A Method for Measuring Disulfide Reduction by Cultured Mammalian Cells: Relative Contributions of Glutathione-Dependent and Glutathione-Independent Mechanisms

Abstract

A method is described for measuring bioreduction of hydroxyethyl disulfide (HEDS) or α-lipoate by human A549 lung, MCF7 mammary, and DU145 prostate carcinomas as well as rodent tumor cells in vitro. Reduction of HEDS or α-lipoate was measured by removing aliquots of the glucose-containing media and measuring the reduced thiol with DTNB (Ellman's reagent). Addition of DTNB to cells followed by disulfide addition directly measures the formation of newly reduced thiol. A549 cells exhibit the highest capacity to reduce α-lipoate, while Q7 rat hepatoma cells show the highest rate of HEDS reduction. Millimolar quantities of reduced thiol are produced for both substrates. Oxidized dithiothreitol and cystamine were reduced to a lesser degree. DTNB, glutathione disulfide, and cystine were only marginally reduced by the cell cultures. Glucose-6-phosphate deficient CHO cells (E89) do not reduce α-lipoate and reduce HEDS at a much slower rate compared to wild-type CHO-K1 cells.
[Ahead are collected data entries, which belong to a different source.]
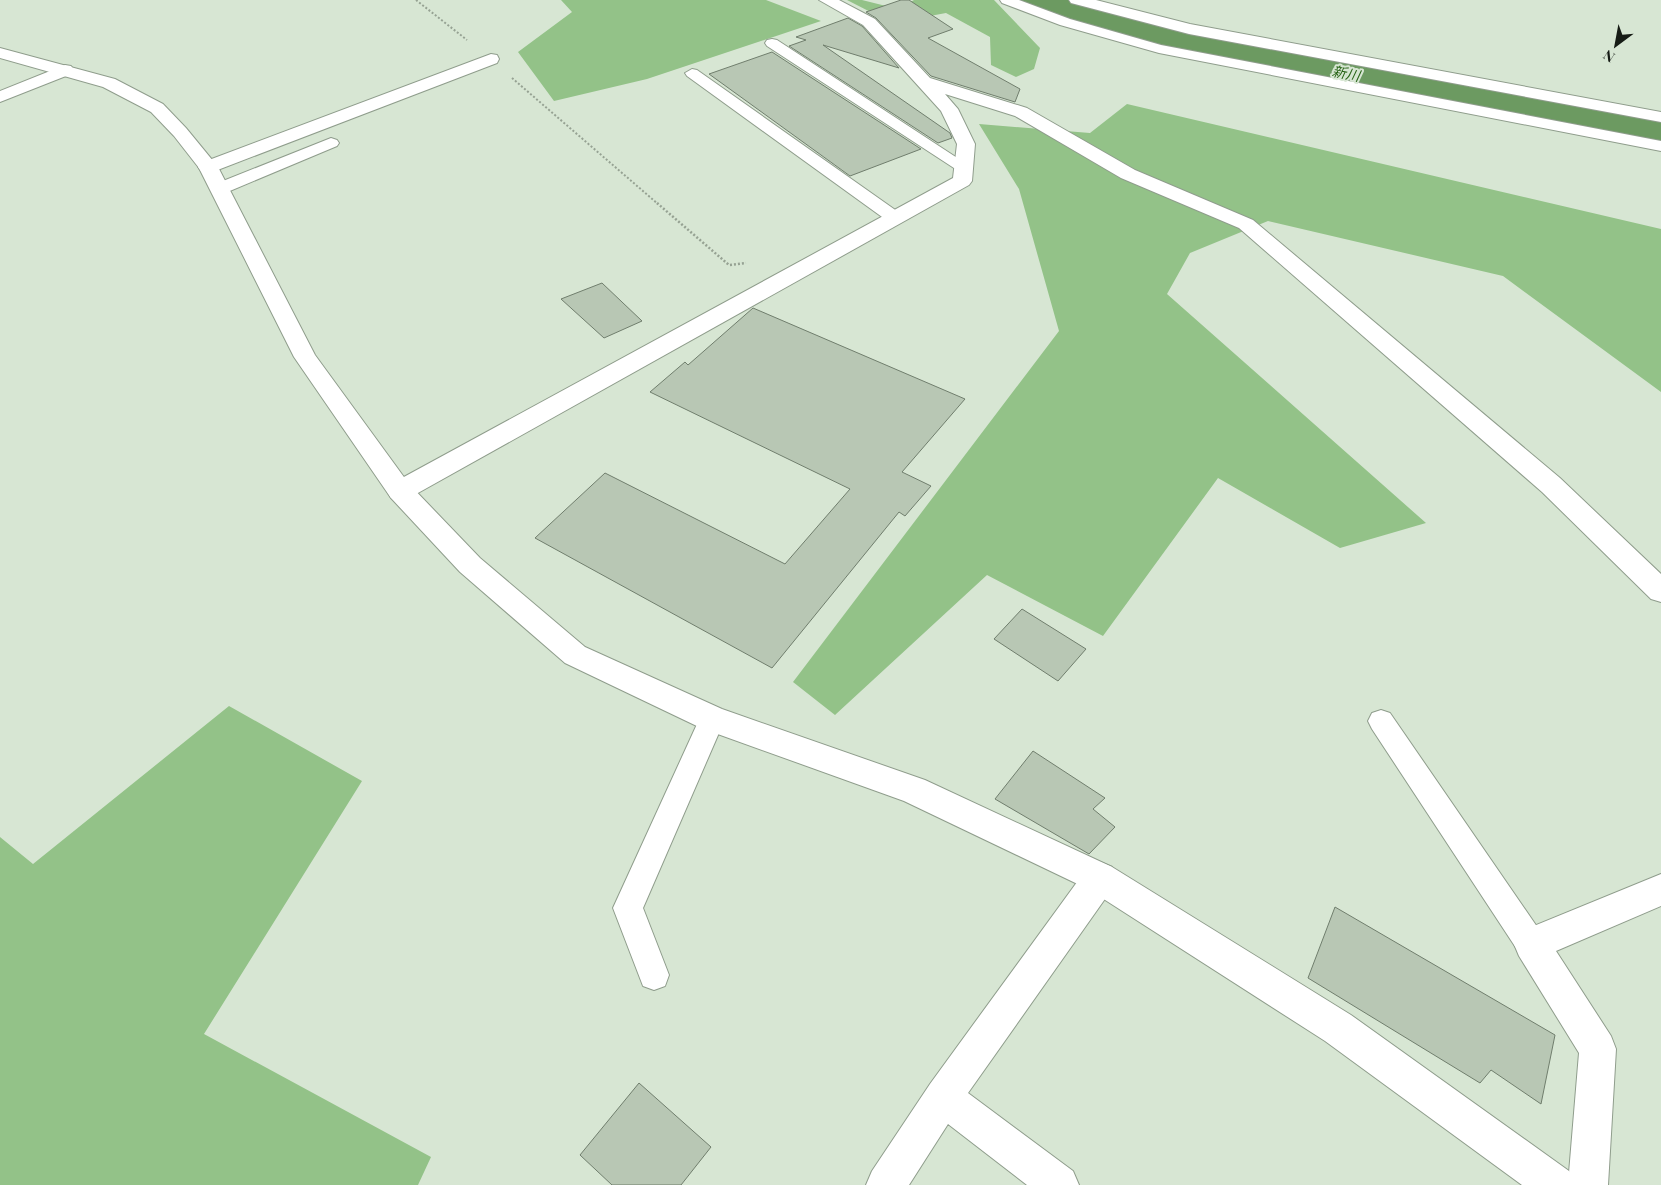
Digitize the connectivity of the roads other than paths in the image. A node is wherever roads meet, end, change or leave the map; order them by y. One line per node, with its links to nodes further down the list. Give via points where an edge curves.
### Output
1 (827, 0): 9 (street, via 869,22)
2 (1007, 0): 13 (lane, via 1065,22 1160,49)
3 (1077, 0): 11 (street, via 1189,29)
4 (772, 43): 15 (lane)
5 (0, 53): 7 (street)
6 (491, 59): 14 (street)
7 (65, 70): 10 (street); 14 (street, via 109,83 157,108)
8 (692, 73): 17 (lane)
9 (925, 82): 15 (street, via 949,109 966,144); 19 (street, via 1021,112 1128,174 1246,224 1551,485)
10 (0, 96)
11 (1661, 117)
12 (331, 143): 16 (lane)
13 (1661, 146)
14 (208, 167): 16 (street)
15 (963, 167): 17 (street, via 962,181)
16 (219, 189): 18 (street, via 305,357)
17 (895, 218): 18 (street)
18 (400, 491): 20 (street, via 470,565 575,655)
19 (1661, 591)
20 (712, 719): 22 (street, via 914,790); 25 (lane, via 628,908)
21 (1381, 721): 24 (lane)
22 (1100, 878): 26 (street); 29 (street, via 1338,1028)
23 (1661, 890): 24 (street)
24 (1531, 944): 30 (street, via 1598,1049)
25 (654, 975)
26 (943, 1097): 27 (street); 28 (street)
27 (886, 1185)
28 (1058, 1185)
29 (1555, 1185)
30 (1588, 1185)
Depletion of glutathione prevents the reduction of HEDS. The depletion of glutathione inhibited reduction of α-lipoate by 25% and HEDS by 50% in A549 cells, while GSH depletion did not inhibit α-lipoate reduction in Q7 cells but completely blocked HEDS reduction. These data suggest that the relative participation of the thioltransferase (glutaredoxin) and thioredoxin systems in overall cellular disulfide reduction is cell line specific. The effects of various inhibitors of the thiol–disulfide oxidoreductase enzymes (1,3-bis(2-chloroethyl)-1-nitrosourea (BCNU), arsenite, and phenylarsine oxide) support this conclusion.